Collected data:

______

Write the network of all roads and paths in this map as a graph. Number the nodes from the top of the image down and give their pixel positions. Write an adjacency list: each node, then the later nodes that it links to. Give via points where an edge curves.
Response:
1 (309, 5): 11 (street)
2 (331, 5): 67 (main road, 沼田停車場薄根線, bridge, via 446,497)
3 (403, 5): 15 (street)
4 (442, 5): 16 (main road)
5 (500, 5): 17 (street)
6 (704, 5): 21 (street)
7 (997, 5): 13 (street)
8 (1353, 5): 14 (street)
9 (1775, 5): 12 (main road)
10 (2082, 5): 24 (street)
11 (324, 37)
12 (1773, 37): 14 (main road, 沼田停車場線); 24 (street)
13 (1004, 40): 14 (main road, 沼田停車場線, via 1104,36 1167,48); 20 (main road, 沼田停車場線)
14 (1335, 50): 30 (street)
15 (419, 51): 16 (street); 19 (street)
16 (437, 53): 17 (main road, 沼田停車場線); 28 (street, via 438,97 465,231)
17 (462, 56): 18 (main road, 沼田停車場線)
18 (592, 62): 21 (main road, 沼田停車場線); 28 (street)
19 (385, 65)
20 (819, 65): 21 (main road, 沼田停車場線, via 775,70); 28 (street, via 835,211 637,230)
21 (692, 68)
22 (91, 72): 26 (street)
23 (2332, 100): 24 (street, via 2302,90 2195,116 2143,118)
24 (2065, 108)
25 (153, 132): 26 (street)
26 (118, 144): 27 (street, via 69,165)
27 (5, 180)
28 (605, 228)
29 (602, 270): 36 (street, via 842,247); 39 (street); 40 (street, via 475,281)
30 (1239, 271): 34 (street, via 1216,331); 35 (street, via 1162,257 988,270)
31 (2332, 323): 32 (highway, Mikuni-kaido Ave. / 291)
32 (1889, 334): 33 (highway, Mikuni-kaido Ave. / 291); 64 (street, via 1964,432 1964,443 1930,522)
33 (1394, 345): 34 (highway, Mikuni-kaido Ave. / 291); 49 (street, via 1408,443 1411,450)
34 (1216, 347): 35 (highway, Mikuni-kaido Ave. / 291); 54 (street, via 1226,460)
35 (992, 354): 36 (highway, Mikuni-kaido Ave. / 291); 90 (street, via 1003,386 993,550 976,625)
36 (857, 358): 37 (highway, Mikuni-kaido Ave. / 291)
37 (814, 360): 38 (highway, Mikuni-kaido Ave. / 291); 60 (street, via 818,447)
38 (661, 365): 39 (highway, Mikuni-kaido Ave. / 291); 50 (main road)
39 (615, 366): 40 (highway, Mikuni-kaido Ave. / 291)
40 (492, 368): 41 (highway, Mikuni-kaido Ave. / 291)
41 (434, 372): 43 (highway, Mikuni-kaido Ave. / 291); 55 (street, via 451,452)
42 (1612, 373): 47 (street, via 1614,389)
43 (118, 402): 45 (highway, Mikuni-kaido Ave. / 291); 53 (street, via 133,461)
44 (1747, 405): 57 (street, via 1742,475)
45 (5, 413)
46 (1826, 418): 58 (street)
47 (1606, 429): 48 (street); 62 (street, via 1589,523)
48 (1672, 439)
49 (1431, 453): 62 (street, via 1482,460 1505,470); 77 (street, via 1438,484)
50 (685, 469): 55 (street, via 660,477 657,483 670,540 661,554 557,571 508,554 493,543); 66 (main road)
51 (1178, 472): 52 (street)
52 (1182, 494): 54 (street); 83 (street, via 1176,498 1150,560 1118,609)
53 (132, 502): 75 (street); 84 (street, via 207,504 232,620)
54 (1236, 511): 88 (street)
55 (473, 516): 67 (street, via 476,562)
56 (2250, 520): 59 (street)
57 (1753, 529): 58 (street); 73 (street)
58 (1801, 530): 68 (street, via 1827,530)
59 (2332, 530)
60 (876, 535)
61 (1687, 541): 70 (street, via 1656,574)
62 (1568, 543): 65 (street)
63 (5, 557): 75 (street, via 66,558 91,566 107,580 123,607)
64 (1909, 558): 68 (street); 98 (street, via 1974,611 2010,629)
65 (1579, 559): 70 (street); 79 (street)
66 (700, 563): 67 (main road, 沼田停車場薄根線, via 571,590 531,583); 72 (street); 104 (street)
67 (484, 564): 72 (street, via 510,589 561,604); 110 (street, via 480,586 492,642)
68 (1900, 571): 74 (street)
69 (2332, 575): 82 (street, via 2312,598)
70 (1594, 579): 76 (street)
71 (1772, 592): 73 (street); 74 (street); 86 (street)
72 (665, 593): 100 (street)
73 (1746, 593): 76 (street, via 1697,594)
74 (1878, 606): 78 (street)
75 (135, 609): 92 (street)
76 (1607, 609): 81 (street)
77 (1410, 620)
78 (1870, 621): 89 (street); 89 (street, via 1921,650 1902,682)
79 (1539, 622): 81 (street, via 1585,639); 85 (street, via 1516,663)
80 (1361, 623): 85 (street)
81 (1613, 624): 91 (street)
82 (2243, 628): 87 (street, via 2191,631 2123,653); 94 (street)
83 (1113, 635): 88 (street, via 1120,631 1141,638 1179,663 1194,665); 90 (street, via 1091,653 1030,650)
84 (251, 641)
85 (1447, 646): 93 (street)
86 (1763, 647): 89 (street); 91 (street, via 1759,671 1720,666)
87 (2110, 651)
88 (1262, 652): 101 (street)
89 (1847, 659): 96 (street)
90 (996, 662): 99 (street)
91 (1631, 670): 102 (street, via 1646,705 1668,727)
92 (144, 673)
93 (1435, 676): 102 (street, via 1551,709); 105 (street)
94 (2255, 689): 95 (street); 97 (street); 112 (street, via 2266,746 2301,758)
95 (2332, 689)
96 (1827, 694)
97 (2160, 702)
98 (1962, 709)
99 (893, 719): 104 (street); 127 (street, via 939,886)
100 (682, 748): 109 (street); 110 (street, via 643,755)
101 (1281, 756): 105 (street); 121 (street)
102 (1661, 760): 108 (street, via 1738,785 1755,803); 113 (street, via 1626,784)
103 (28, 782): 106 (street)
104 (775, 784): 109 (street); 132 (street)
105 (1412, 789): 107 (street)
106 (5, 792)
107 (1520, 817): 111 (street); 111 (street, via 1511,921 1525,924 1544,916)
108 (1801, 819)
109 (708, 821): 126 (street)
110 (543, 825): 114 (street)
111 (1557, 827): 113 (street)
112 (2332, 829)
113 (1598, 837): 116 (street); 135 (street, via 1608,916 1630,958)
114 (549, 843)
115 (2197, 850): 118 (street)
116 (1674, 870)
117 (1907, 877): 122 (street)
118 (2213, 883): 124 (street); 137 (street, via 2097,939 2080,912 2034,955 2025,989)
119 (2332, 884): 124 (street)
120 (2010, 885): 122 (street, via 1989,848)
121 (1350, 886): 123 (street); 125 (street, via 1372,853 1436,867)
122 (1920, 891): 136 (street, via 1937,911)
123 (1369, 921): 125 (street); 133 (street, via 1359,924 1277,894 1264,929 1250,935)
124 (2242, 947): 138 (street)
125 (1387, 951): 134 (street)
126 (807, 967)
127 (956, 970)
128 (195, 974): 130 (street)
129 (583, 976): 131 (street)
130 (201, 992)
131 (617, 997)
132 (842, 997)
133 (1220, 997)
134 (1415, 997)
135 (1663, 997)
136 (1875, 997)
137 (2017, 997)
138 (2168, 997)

______

* **Exercise details**
The entries above are to be transcribed in full and without error.

* **Reply**
Write the network of all roads and paths in this map as a graph. Number the nodes from the top of the image down and give their pixel positions. Write an adjacency list: each node, then the later nodes that it links to. Give via points where an edge curves.
Response:
1 (309, 5): 11 (street)
2 (331, 5): 67 (main road, 沼田停車場薄根線, bridge, via 446,497)
3 (403, 5): 15 (street)
4 (442, 5): 16 (main road)
5 (500, 5): 17 (street)
6 (704, 5): 21 (street)
7 (997, 5): 13 (street)
8 (1353, 5): 14 (street)
9 (1775, 5): 12 (main road)
10 (2082, 5): 24 (street)
11 (324, 37)
12 (1773, 37): 14 (main road, 沼田停車場線); 24 (street)
13 (1004, 40): 14 (main road, 沼田停車場線, via 1104,36 1167,48); 20 (main road, 沼田停車場線)
14 (1335, 50): 30 (street)
15 (419, 51): 16 (street); 19 (street)
16 (437, 53): 17 (main road, 沼田停車場線); 28 (street, via 438,97 465,231)
17 (462, 56): 18 (main road, 沼田停車場線)
18 (592, 62): 21 (main road, 沼田停車場線); 28 (street)
19 (385, 65)
20 (819, 65): 21 (main road, 沼田停車場線, via 775,70); 28 (street, via 835,211 637,230)
21 (692, 68)
22 (91, 72): 26 (street)
23 (2332, 100): 24 (street, via 2302,90 2195,116 2143,118)
24 (2065, 108)
25 (153, 132): 26 (street)
26 (118, 144): 27 (street, via 69,165)
27 (5, 180)
28 (605, 228)
29 (602, 270): 36 (street, via 842,247); 39 (street); 40 (street, via 475,281)
30 (1239, 271): 34 (street, via 1216,331); 35 (street, via 1162,257 988,270)
31 (2332, 323): 32 (highway, Mikuni-kaido Ave. / 291)
32 (1889, 334): 33 (highway, Mikuni-kaido Ave. / 291); 64 (street, via 1964,432 1964,443 1930,522)
33 (1394, 345): 34 (highway, Mikuni-kaido Ave. / 291); 49 (street, via 1408,443 1411,450)
34 (1216, 347): 35 (highway, Mikuni-kaido Ave. / 291); 54 (street, via 1226,460)
35 (992, 354): 36 (highway, Mikuni-kaido Ave. / 291); 90 (street, via 1003,386 993,550 976,625)
36 (857, 358): 37 (highway, Mikuni-kaido Ave. / 291)
37 (814, 360): 38 (highway, Mikuni-kaido Ave. / 291); 60 (street, via 818,447)
38 (661, 365): 39 (highway, Mikuni-kaido Ave. / 291); 50 (main road)
39 (615, 366): 40 (highway, Mikuni-kaido Ave. / 291)
40 (492, 368): 41 (highway, Mikuni-kaido Ave. / 291)
41 (434, 372): 43 (highway, Mikuni-kaido Ave. / 291); 55 (street, via 451,452)
42 (1612, 373): 47 (street, via 1614,389)
43 (118, 402): 45 (highway, Mikuni-kaido Ave. / 291); 53 (street, via 133,461)
44 (1747, 405): 57 (street, via 1742,475)
45 (5, 413)
46 (1826, 418): 58 (street)
47 (1606, 429): 48 (street); 62 (street, via 1589,523)
48 (1672, 439)
49 (1431, 453): 62 (street, via 1482,460 1505,470); 77 (street, via 1438,484)
50 (685, 469): 55 (street, via 660,477 657,483 670,540 661,554 557,571 508,554 493,543); 66 (main road)
51 (1178, 472): 52 (street)
52 (1182, 494): 54 (street); 83 (street, via 1176,498 1150,560 1118,609)
53 (132, 502): 75 (street); 84 (street, via 207,504 232,620)
54 (1236, 511): 88 (street)
55 (473, 516): 67 (street, via 476,562)
56 (2250, 520): 59 (street)
57 (1753, 529): 58 (street); 73 (street)
58 (1801, 530): 68 (street, via 1827,530)
59 (2332, 530)
60 (876, 535)
61 (1687, 541): 70 (street, via 1656,574)
62 (1568, 543): 65 (street)
63 (5, 557): 75 (street, via 66,558 91,566 107,580 123,607)
64 (1909, 558): 68 (street); 98 (street, via 1974,611 2010,629)
65 (1579, 559): 70 (street); 79 (street)
66 (700, 563): 67 (main road, 沼田停車場薄根線, via 571,590 531,583); 72 (street); 104 (street)
67 (484, 564): 72 (street, via 510,589 561,604); 110 (street, via 480,586 492,642)
68 (1900, 571): 74 (street)
69 (2332, 575): 82 (street, via 2312,598)
70 (1594, 579): 76 (street)
71 (1772, 592): 73 (street); 74 (street); 86 (street)
72 (665, 593): 100 (street)
73 (1746, 593): 76 (street, via 1697,594)
74 (1878, 606): 78 (street)
75 (135, 609): 92 (street)
76 (1607, 609): 81 (street)
77 (1410, 620)
78 (1870, 621): 89 (street); 89 (street, via 1921,650 1902,682)
79 (1539, 622): 81 (street, via 1585,639); 85 (street, via 1516,663)
80 (1361, 623): 85 (street)
81 (1613, 624): 91 (street)
82 (2243, 628): 87 (street, via 2191,631 2123,653); 94 (street)
83 (1113, 635): 88 (street, via 1120,631 1141,638 1179,663 1194,665); 90 (street, via 1091,653 1030,650)
84 (251, 641)
85 (1447, 646): 93 (street)
86 (1763, 647): 89 (street); 91 (street, via 1759,671 1720,666)
87 (2110, 651)
88 (1262, 652): 101 (street)
89 (1847, 659): 96 (street)
90 (996, 662): 99 (street)
91 (1631, 670): 102 (street, via 1646,705 1668,727)
92 (144, 673)
93 (1435, 676): 102 (street, via 1551,709); 105 (street)
94 (2255, 689): 95 (street); 97 (street); 112 (street, via 2266,746 2301,758)
95 (2332, 689)
96 (1827, 694)
97 (2160, 702)
98 (1962, 709)
99 (893, 719): 104 (street); 127 (street, via 939,886)
100 (682, 748): 109 (street); 110 (street, via 643,755)
101 (1281, 756): 105 (street); 121 (street)
102 (1661, 760): 108 (street, via 1738,785 1755,803); 113 (street, via 1626,784)
103 (28, 782): 106 (street)
104 (775, 784): 109 (street); 132 (street)
105 (1412, 789): 107 (street)
106 (5, 792)
107 (1520, 817): 111 (street); 111 (street, via 1511,921 1525,924 1544,916)
108 (1801, 819)
109 (708, 821): 126 (street)
110 (543, 825): 114 (street)
111 (1557, 827): 113 (street)
112 (2332, 829)
113 (1598, 837): 116 (street); 135 (street, via 1608,916 1630,958)
114 (549, 843)
115 (2197, 850): 118 (street)
116 (1674, 870)
117 (1907, 877): 122 (street)
118 (2213, 883): 124 (street); 137 (street, via 2097,939 2080,912 2034,955 2025,989)
119 (2332, 884): 124 (street)
120 (2010, 885): 122 (street, via 1989,848)
121 (1350, 886): 123 (street); 125 (street, via 1372,853 1436,867)
122 (1920, 891): 136 (street, via 1937,911)
123 (1369, 921): 125 (street); 133 (street, via 1359,924 1277,894 1264,929 1250,935)
124 (2242, 947): 138 (street)
125 (1387, 951): 134 (street)
126 (807, 967)
127 (956, 970)
128 (195, 974): 130 (street)
129 (583, 976): 131 (street)
130 (201, 992)
131 (617, 997)
132 (842, 997)
133 (1220, 997)
134 (1415, 997)
135 (1663, 997)
136 (1875, 997)
137 (2017, 997)
138 (2168, 997)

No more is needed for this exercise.